## Try it
Collect each line of the records containing the string "tools".
##############################
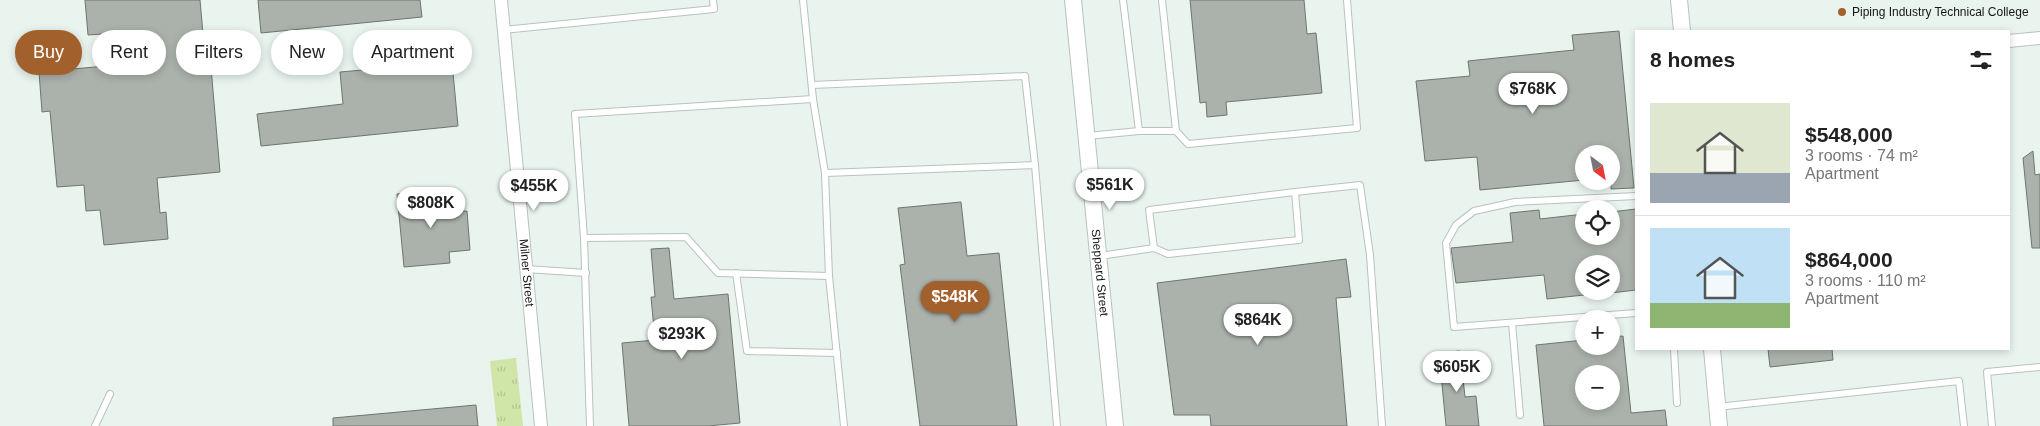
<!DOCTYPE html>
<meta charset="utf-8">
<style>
:root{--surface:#fff;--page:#f2f2f2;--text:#222;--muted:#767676;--line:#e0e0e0;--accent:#a2602c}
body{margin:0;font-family:Arial,sans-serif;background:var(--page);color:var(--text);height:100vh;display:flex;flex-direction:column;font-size:19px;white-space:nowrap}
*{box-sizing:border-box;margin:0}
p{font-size:16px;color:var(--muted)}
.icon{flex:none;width:28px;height:28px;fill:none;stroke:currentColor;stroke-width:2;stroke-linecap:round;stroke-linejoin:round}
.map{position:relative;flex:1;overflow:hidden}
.details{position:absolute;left:1635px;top:30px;width:375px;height:320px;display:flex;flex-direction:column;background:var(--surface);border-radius:0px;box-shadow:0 2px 8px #0003}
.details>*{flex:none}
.top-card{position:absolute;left:15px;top:30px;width:475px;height:45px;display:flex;gap:10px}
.needle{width:32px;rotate:148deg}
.tools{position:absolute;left:1575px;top:145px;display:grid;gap:10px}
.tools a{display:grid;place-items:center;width:45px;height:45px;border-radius:50%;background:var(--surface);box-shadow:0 2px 8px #0003;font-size:25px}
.price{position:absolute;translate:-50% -42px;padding:0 11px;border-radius:18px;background:#fff;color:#222;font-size:16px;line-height:32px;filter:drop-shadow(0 1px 2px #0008)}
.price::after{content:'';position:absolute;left:50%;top:30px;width:15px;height:11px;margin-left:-8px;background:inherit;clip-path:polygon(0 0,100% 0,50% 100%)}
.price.current{background:var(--accent);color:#fff}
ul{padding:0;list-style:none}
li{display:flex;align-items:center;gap:15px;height:125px;padding:0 15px}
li+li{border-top:1px solid var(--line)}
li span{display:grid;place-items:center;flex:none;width:140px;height:100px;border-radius:0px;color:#555}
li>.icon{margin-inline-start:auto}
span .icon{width:60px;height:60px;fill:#fffc;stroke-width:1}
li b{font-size:21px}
h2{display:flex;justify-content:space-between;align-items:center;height:60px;padding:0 15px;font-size:21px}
.pill{padding:0 18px;border-radius:22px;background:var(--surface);box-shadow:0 2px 8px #0003;font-size:18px;line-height:45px}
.pill.current{background:var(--accent);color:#fff}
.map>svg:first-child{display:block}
</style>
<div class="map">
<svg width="2040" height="426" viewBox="0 0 2040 426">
<defs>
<pattern id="grass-tufts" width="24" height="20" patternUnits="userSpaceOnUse" patternTransform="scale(1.25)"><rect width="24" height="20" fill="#d0e5a8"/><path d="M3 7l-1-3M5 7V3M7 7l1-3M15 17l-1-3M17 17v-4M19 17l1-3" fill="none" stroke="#b2c490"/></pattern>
</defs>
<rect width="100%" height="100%" fill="#e9f4ef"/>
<!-- grass -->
<path fill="url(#grass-tufts)" d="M 516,358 L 523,426 L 497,426 L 490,361 Z"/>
<!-- building -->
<g fill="#abb2ab" stroke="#6e756e" fill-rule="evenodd">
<path d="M 85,0 L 200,0 L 205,56 L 210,56 L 220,172 L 157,178 L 160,213 L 166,212 L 168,239 L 104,245 L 100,210 L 86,211 L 84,185 L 57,187 L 50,111 L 42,112 L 39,72 L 106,66 L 103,34 L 88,35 Z"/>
<path d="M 258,0 L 420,0 L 422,17 L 261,33 Z"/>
<path d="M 1190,0 L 1304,0 L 1307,34 L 1316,33 L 1322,93 L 1226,102 L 1227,115 L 1207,117 L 1206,102 L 1200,103 Z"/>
<path d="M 1619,31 L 1634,188 L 1611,189 L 1611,154 L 1584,154 L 1584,180 L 1480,190 L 1477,157 L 1425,161 L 1416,81 L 1470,76 L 1468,61 L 1574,50 L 1572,35 Z"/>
<path d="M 452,62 L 458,126 L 261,146 L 257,114 L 343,104 L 340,72 Z"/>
<path d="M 2033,151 L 2035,175 L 2040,174 L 2040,248 L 2032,248 L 2023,158 Z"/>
<path d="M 446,190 L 448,212 L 467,211 L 470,250 L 449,252 L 450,263 L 404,267 L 397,194 Z"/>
<path d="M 961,202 L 967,256 L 999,253 L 1017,426 L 920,426 L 900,265 L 905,264 L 898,208 Z"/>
<path d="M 1636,209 L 1636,290 L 1611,293 L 1611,264 L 1584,264 L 1584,295 L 1547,299 L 1544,275 L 1456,283 L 1451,248 L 1513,242 L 1510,213 L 1539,210 L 1540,219 L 1584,214 L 1584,236 L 1611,236 L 1611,212 Z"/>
<path d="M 669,248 L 674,299 L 728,294 L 740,423 L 708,426 L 629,426 L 622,343 L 655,340 L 651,297 L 655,297 L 651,249 Z"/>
<path d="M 1346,259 L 1351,297 L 1336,298 L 1347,426 L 1211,426 L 1210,415 L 1174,415 L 1157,283 Z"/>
<path d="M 1623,336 L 1631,413 L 1665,410 L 1667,426 L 1544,426 L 1536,345 L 1584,340 L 1584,346 L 1611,346 L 1611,337 ZM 1584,374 L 1611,374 L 1611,401 L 1584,401 Z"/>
<path d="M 1768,349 L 1832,349 L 1833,360 L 1770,367 Z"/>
<path d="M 1460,351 L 1465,397 L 1476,396 L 1479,426 L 1446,426 L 1439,353 Z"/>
<path d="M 476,405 L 478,426 L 333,426 L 333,418 Z"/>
</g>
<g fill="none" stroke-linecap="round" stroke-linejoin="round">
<!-- service casing -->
<g stroke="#b8c2be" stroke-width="8">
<g id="service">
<path d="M 803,0 L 813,99 L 825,173 L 829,276 L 844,426"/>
<path d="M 1123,0 L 1139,131"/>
<path d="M 1162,0 L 1176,131"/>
<path d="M 503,30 L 714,9 L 713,0"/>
<path d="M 812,85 L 1025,76 L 1035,165"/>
<path d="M 1087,136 L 1139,131 L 1176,131 L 1188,144 L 1357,128 L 1347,0"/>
<path d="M 825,173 L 1035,165 L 1057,426"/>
<path d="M 1295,192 L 1360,185 L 1370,255 L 1382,426"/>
<path d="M 1636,196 L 1515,202 L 1474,211 L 1456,225 L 1446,243 L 1454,327 L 1636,313"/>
<path d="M 584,238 L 686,237 L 718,273 L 829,276"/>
<path d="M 1100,256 L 1154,248 L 1168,254 L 1299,240 L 1295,192 L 1149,210 L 1154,248"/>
<path d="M 526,269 L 586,273"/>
<path d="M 736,273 L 747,351 L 837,353"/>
<path d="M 1512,323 L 1520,415"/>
<path d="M 1674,349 L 1677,403"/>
<path d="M 1717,407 L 1959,381 L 1964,426"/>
<path d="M 95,426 L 110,394"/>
<path d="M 590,426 L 584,238 L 575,114 L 813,99"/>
<path d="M 1992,426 L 1987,372 L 2040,367"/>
</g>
</g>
<!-- minor casing -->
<g stroke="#b8c2be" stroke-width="14">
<g id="minor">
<path id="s1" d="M 501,0 L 541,426"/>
<path d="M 2009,41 L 2040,38"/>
</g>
</g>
<!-- tertiary casing -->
<g stroke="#b8c2be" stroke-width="18">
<g id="tertiary">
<path id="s2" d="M 1073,0 L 1115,426"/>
<path d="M 1679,0 L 1682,31"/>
<path d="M 1712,349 L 1719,426"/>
</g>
</g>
<!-- service -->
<use href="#service" stroke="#fff" stroke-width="6"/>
<!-- minor -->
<use href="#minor" stroke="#fff" stroke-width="12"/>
<!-- tertiary -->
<use href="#tertiary" stroke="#fff" stroke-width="16"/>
</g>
<!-- markers -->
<circle fill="#a2602c" stroke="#e9f4ef" stroke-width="2" cx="1842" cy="12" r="5"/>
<g text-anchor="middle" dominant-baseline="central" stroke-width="5" stroke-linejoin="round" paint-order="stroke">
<!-- poi labels -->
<g font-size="12" fill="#141716" stroke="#e9f4ef" text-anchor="start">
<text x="1852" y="12">Piping Industry Technical College</text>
</g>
<!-- street labels -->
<g font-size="12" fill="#141716" stroke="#e9f4ef">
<text stroke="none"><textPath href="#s1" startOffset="274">Milner Street</textPath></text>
<text stroke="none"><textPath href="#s2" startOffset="274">Sheppard Street</textPath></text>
</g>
</g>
</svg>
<div class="tools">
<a><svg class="needle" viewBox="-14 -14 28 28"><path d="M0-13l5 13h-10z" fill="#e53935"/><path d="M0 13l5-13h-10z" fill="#767676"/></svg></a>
<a><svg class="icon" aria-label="locate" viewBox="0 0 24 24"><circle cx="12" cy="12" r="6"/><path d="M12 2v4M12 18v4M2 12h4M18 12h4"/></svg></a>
<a><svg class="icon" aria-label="layers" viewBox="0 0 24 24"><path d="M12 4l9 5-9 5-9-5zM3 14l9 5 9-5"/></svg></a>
<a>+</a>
<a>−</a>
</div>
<b class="price" style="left:1533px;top:115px">$768K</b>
<b class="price" style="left:1110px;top:211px">$561K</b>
<b class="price" style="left:534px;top:212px">$455K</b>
<b class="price" style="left:431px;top:229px">$808K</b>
<b class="price current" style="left:955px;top:323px">$548K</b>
<b class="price" style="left:1258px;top:346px">$864K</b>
<b class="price" style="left:682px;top:360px">$293K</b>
<b class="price" style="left:1457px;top:393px">$605K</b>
<div class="top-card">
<a class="pill current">Buy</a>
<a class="pill">Rent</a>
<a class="pill">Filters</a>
<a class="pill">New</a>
<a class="pill">Apartment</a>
</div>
<section class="details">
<h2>8 homes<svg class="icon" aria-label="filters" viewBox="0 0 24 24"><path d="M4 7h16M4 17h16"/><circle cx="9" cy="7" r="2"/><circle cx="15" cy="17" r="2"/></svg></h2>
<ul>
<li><span style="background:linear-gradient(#dfe7d0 70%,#9aa5b1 0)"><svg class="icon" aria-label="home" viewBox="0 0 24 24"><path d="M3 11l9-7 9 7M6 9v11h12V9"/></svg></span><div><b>$548,000</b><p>3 rooms · 74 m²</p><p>Apartment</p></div></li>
<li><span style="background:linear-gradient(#bfe0f5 75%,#8fb573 0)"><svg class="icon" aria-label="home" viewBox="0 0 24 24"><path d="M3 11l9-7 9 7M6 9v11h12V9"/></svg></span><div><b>$864,000</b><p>3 rooms · 110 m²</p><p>Apartment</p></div></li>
</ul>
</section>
</div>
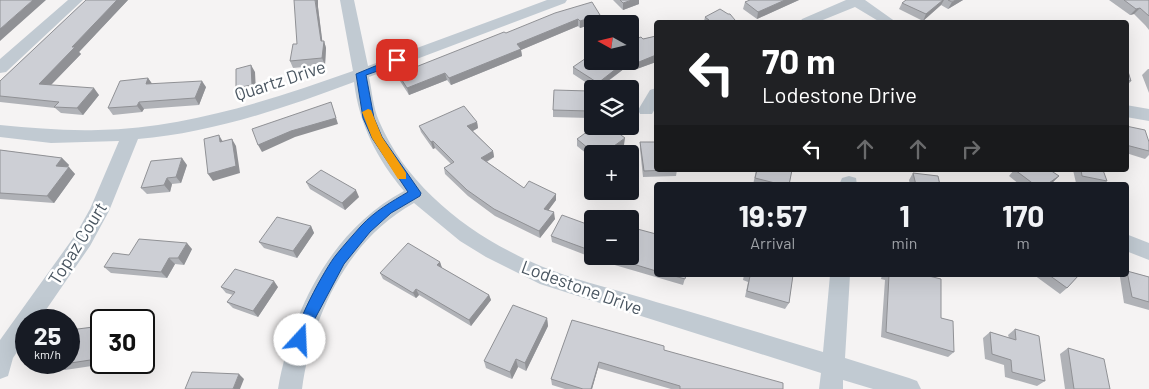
<!DOCTYPE html>
<meta charset="utf-8">
<style>
body{margin:0;font-family:Barlow,sans-serif;background:#20242c;color:#f1f3f6;height:100vh;display:flex;flex-direction:column;font-size:19px;white-space:nowrap}
*{box-sizing:border-box;margin:0}
p{font-size:16px;color:#9ea1a6}
.icon{flex:none;width:28px;height:28px;fill:none;stroke:currentColor;stroke-width:2;stroke-linecap:round;stroke-linejoin:round}
.map{position:relative;flex:1;overflow:hidden}
.details{position:absolute;left:654px;top:182px;width:475px;height:95px;display:flex;flex-direction:column;background:#171b24;border-radius:5px;box-shadow:0 5px 20px #0002}
.details>*{flex:none}
.top-card{position:absolute;left:654px;top:20px;width:475px;height:152px;border-radius:5px;box-shadow:0 5px 20px #0002;background:#202124;color:#fff;overflow:hidden}
.needle{width:32px;rotate:278deg}
.fabs{position:absolute;left:584px;top:15px;display:grid;gap:10px}
.fabs a{display:grid;place-items:center;width:55px;height:55px;border-radius:5px;background:#171b24;box-shadow:0 5px 20px #0002;font-size:25px}
.speed{position:absolute;left:15px;top:309px;display:flex;gap:10px;font-size:25px;font-weight:700;text-align:center}
.speed>*{display:grid;place-content:center;width:65px;height:65px;border-radius:50%;background:#171b24;box-shadow:0 5px 20px #0002;line-height:1}
.speed small{font-size:12px;font-weight:400}
.speed .limit{border:2px solid #111;border-radius:8px;background:#fff;color:#111}
.pin{position:absolute;display:grid;place-items:center;width:42px;height:42px;color:#fff;margin:-21px;border-radius:10px;box-shadow:0 2px 8px #0006}
.me{position:absolute;width:55px;margin:-28px;rotate:20deg;stroke-linejoin:round;filter:drop-shadow(0 0 4px #0008)}
.turn{display:flex;align-items:center;gap:18px;height:105px;padding:0 25px;font-size:22px}
.turn .icon{width:65px;height:65px;stroke-width:2.5}
.turn b{display:block;font-size:35px;line-height:42px}
.lanes{display:flex;align-items:center;height:48px;padding:0 25px;background:#0003;justify-content:center;gap:25px;direction:ltr}
.lanes .off{opacity:.35}
.eta{display:flex;justify-content:space-evenly;align-items:center;height:85px;text-align:center}
.eta b{font-size:30px;font-weight:700;line-height:35px}
.map>svg:first-child{display:block}
.lines{fill:none;stroke-linecap:round;stroke-linejoin:round}
.minor{fill:#c1cad2;fill-rule:evenodd}
.wall{fill:#b0b2b7}
.shaded-wall{fill:#909195}
.building{fill:#cdcfd5;stroke:#909195}
.route{fill:#1a73e8;stroke:#114b97}
.slow{fill:#f59e0b}
.labels{text-anchor:middle;dominant-baseline:central;stroke-width:5;stroke-linejoin:round;paint-order:stroke}
.street-label{font-size:18px;fill:#4a5661;stroke:#fff}
</style>
<div class="map">
<svg width="1149" height="389" viewBox="0 0 1149 389">
<rect width="100%" height="100%" fill="#f5f3f3"/>
<g class="lines">
<!-- minor -->
<path class="minor" d="M68,0H83L6,72L0,73V59Z
M340,0H354L368,66L547,0H567L565,3L369,77C372,91 373,107 379,121C409,192 480,243 551,270C585,283 622,291 656,302C712,318 767,335 823,352L830,275H850L845,358L909,378L917,381L921,389H873L843,380V389H819L821,373L540,284L486,257L460,241L414,203C347,240 312,316 302,389H278C292,310 331,230 404,191C377,159 359,124 354,82C285,108 211,133 138,139L109,211L90,246L39,320H26V339L13,358L8,376L0,379V340L76,234L90,209L119,141L51,143L0,137V125C33,128 65,131 98,130C186,128 271,100 353,71Z
M846,0H865L896,22H880L855,7L818,22H800L802,19Z
M656,88V107L652,114H640L638,110L650,90Z
M1126,105L1149,109V121L1126,117Z
M849,176L856,178L857,185H839L842,178Z
M1126,234L1149,243V260L1126,251Z"/>
</g>
<!-- wall -->
<path class="wall" d="M86,0H128L79,52L81,54L51,85L99,95L83,115L61,113L55,108L0,102V81Z
M613,0H639V4L623,10Z
M750,0H799L757,19L743,9L745,2Z
M906,0H963L948,9L941,5L923,21L899,9L902,3Z
M1109,0H1149V30L1145,25L1134,14L1130,15Z
M318,7L322,41H324L326,48L325,65L293,68L290,61L297,44Z
M600,15L599,22L580,28L578,26L521,50L522,56L451,85L447,80L409,95L400,81L398,74L506,33Z
M705,17L735,20L734,22H700L704,21Z
M656,36V62L634,70L629,65L598,89H596L573,74V67L592,61H630V41L643,39Z
M1126,65L1131,81L1126,87Z
M1148,69H1149V93L1142,75Z
M148,78L152,84L206,87L199,105L144,109L142,112L113,115L108,108Z
M589,91V118L553,117V110Z
M477,122L478,128L473,131L493,151L494,157L487,162L524,188L556,194V200L548,210L555,219L540,238L495,216L468,196L445,174L444,168L451,164L435,148L433,149L421,132L419,126Z
M1126,126L1149,142V155L1145,159L1126,153Z
M577,139L624,145L612,154H592V158L577,146Z
M640,142L677,170L676,176L643,177L640,149Z
M0,150L62,158L69,165L67,167L75,174L54,203L0,199Z
M187,165L181,183L172,184L170,192L147,194L141,188Z
M756,170H792L789,185H753Z
M1014,170H1050L1059,176L1050,185H1020L1009,176Z
M1073,170H1103L1107,181L1102,185H1089L1076,183Z
M913,173L940,185H910L909,180Z
M306,182L359,197L345,210L310,189Z
M311,226L314,233L297,258L264,248L259,242Z
M592,226V256H630L656,234V275H686L683,285L601,261L552,242L551,236Z
M192,249L184,265L175,264L167,278L111,273L104,267L129,255Z
M440,262L442,268L489,295L491,300L471,326L419,295L416,298L383,279L380,273Z
M1127,271L1149,277V310L1124,303L1120,277L1123,275H1126V272Z
M744,275H793L789,303L785,309L745,297L748,282L743,280Z
M882,275H925L954,352L948,357L881,337L885,280L881,279Z
M1034,275H1079L1067,288L1060,294Z
M221,287H278L258,317L233,308L227,302L233,295L226,293Z
M547,318L548,326L526,371L518,367L512,379L486,368L484,361Z
M572,320L664,350L783,389H671L598,368L592,389H565L552,385L551,379Z
M101,326V362H105V364L65,370L57,365Z
M1015,329L1045,381L1037,386L1005,377L1004,365L985,359L983,338L990,332L1009,338L1008,335Z
M1068,348L1110,389H1065L1060,354Z"/>
<!-- shaded-wall -->
<path class="shaded-wall" d="M33,0H46L0,41V29Z
M117,0H128L79,52L81,54L45,91L39,84L72,47Z
M315,0H318V7L323,46L324,41L326,48L325,65L322,58L321,41Z
M632,0H639V4L623,10V3Z
M785,0H799L757,19L758,12Z
M943,0H944L941,5L923,21L926,14Z
M956,0H963L948,9L952,2Z
M1140,8L1134,14L1130,15L1136,9Z
M600,15L599,22L580,28V21Z
M578,19V26L521,50L522,56L451,85L449,78L517,44Z
M656,50V62L634,70V64Z
M626,61H629V65L597,89L598,83Z
M251,65L255,72L256,92L240,95L236,88Z
M445,73L447,80L409,95L407,88Z
M148,78L153,85L146,84Z
M202,81L206,87L199,105L195,98Z
M94,88L99,95L83,115L77,108Z
M139,102L144,109L142,112L137,106Z
M331,102L338,124L295,137L262,152L258,145Z
M477,122L478,128L469,133L467,126Z
M219,135L223,142H220Z
M625,138L624,145L612,154H603Z
M232,139L236,146L240,173L213,181L208,174Z
M433,141L435,148L433,149L431,142Z
M493,151L494,157L482,164L481,158Z
M62,158L69,165L63,173L56,166Z
M182,158L187,165L181,183L176,177Z
M69,167L75,174L54,203L47,196Z
M1059,176L1050,185H1046Z
M167,178L172,184L170,192L164,185Z
M356,190L359,197L345,210L342,203Z
M556,194V200L545,215L544,209Z
M554,212L555,219L540,238L539,231Z
M311,226L314,233L297,258L293,251Z
M187,243L192,249L184,265L178,258Z
M169,258L175,264L167,278L161,272Z
M440,262L442,268L437,265Z
M274,281L278,287L258,317L253,311Z
M416,289L419,295L416,298L413,293Z
M489,295L491,300L471,326L469,320Z
M547,318L548,326L526,371L525,363Z
M101,346V362L97,359Z
M516,359L518,367L512,379L510,372Z
M599,362L598,368L592,389H591Z
M239,374L244,379L240,389H233Z"/>
<!-- building -->
<path class="building" d="M0,0H33L0,29Z
M86,0H117L72,47H75L39,84L94,88L77,108L54,107L59,102L0,96V81Z
M294,0H315L321,41H324L322,58L290,61L293,44H297Z
M620,0H632L623,3Z
M750,0H785L758,12L745,2Z
M906,0H943L926,14L902,3Z
M948,0H956L952,2Z
M1124,0H1149V16L1140,8L1136,9Z
M592,2L600,15L580,21L578,19L517,44L521,49L449,78L445,73L407,88L398,74L504,32L506,33L555,13Z
M720,9L728,14H730L735,20L730,22H700L709,20L705,17Z
M656,36V50L654,51L656,53V55L634,64L630,59V41L641,37L643,39Z
M592,54V61H626L598,83L573,67Z
M251,65L252,85L236,88V69Z
M1126,65L1131,81L1126,80Z
M148,78L146,84L202,81L195,98L139,102L137,106L108,108L120,81Z
M554,90L589,91V111L553,110Z
M331,102L336,118L291,131L258,145L252,129Z
M464,106L477,122L467,126L493,151L481,158L524,188L529,181L556,194L544,209L554,212L539,231L494,209L467,190L444,168L454,162L433,141L431,142L419,126Z
M595,126H609L625,138L603,154H595L577,139Z
M1126,126L1145,130L1149,142V151L1126,145Z
M219,135L220,142L232,139L236,166L208,174L204,139Z
M640,142H656V170H669L644,171Z
M0,150L62,158L56,166L69,167L47,196L0,193Z
M182,158L176,177L167,178L164,185L141,188L151,161Z
M321,170L356,190L342,203L306,182Z
M757,170H792L789,185H783L755,178Z
M1015,170H1050L1059,176L1046,185H1035Z
M1081,170H1103L1107,181L1082,176Z
M913,173L938,176L940,185H916Z
M562,215L592,226V251L551,236Z
M277,217L311,226L293,251L259,242Z
M630,227L656,234V271L607,256H630Z
M139,239L187,243L178,258H169L161,272L104,267L113,253L129,255Z
M408,243L440,262L437,265L489,295L469,320L416,289L413,293L380,273Z
M235,269L274,281L253,311L227,302L235,292L221,287Z
M1127,271L1149,277V302L1132,297Z
M671,275H686L685,279Z
M748,275H793L789,303L747,291L750,276Z
M889,275H925L941,279V318L953,321L954,352L886,332Z
M1049,275H1079L1067,288Z
M513,305L547,318L525,363L516,359L510,372L484,361Z
M572,320L664,346V350L783,383V389H680V386L599,362L591,389H583L551,379Z
M101,326V346L97,359L57,365L58,362H69V333L70,330Z
M1015,329L1039,336L1045,381L1012,372L1011,360L992,354L990,332L1016,340Z
M1068,348L1104,359L1110,389H1074Z
M192,372L239,374L233,389H185Z"/>
<!-- route -->
<path class="route" d="M397,57L401,58V63L366,75L374,118L382,137L421,193L420,196L391,213L370,232L344,264L310,328L305,345L300,347L295,345C290,332 326,267 336,255C344,245 353,235 361,226C375,211 391,202 408,192L372,138L363,118L356,74Z"/>
<!-- slow -->
<path class="slow" d="M368,109L371,110L382,137L406,173V179H398L372,138L362,112Z"/>
<g class="labels">
<!-- street labels -->
<g class="street-label">
<text transform="translate(280 80) rotate(-18)">Quartz Drive</text>
<text transform="translate(77 243) rotate(-58)">Topaz Court</text>
<text transform="translate(582 287) rotate(20)">Lodestone Drive</text>
</g>
</g>
</svg>
<div class="fabs">
<a><svg class="needle" viewBox="-14 -14 28 28"><path d="M0-13l5 13h-10z" fill="#e53935"/><path d="M0 13l5-13h-10z" fill="#9ea1a6"/></svg></a>
<a><svg class="icon" aria-label="layers" viewBox="0 0 24 24"><path d="M12 4l9 5-9 5-9-5zM3 14l9 5 9-5"/></svg></a>
<a>+</a>
<a>−</a>
</div>
<div class="speed"><div>25<small>km/h</small></div><div class="limit">30</div></div>
<div class="pin" style="left:397px;top:60px;background:#d93025"><svg class="icon" aria-label="arrive" viewBox="0 0 24 24"><path d="M6 21V4h12l-3 4 3 4H6"/></svg></div>
<svg class="me" style="left:300px;top:340px" viewBox="-20 -20 40 40"><circle r="19" fill="#fff"/><path d="M0-13L10 11 0 6-10 11z" fill="#1a73e8"/></svg>
<div class="top-card">
<div class="turn"><svg class="icon" aria-label="left" viewBox="0 0 24 24"><path d="M17 20v-9H6M10 6l-5 5 5 5"/></svg><div><b>70 m</b>Lodestone Drive</div></div>
<div class="lanes"><svg class="icon" aria-label="left" viewBox="0 0 24 24"><path d="M17 20v-9H6M10 6l-5 5 5 5"/></svg><svg class="icon off" aria-label="ahead" viewBox="0 0 24 24"><path d="M12 20V5M6 11l6-6 6 6"/></svg><svg class="icon off" aria-label="ahead" viewBox="0 0 24 24"><path d="M12 20V5M6 11l6-6 6 6"/></svg><svg class="icon off" aria-label="right" viewBox="0 0 24 24"><path d="M7 20v-9h11M14 6l5 5-5 5"/></svg></div>
</div>
<section class="details">
<div class="eta">
<div><b>19:57</b><p>Arrival</p></div>
<div><b>1</b><p>min</p></div>
<div><b>170</b><p>m</p></div>
</div>
</section>
</div>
##############################
## Final answer
.tools{position:absolute;left:1575px;top:145px;display:grid;gap:10px}
.tools a{display:grid;place-items:center;width:45px;height:45px;border-radius:50%;background:var(--surface);box-shadow:0 2px 8px #0003;font-size:25px}
<div class="tools">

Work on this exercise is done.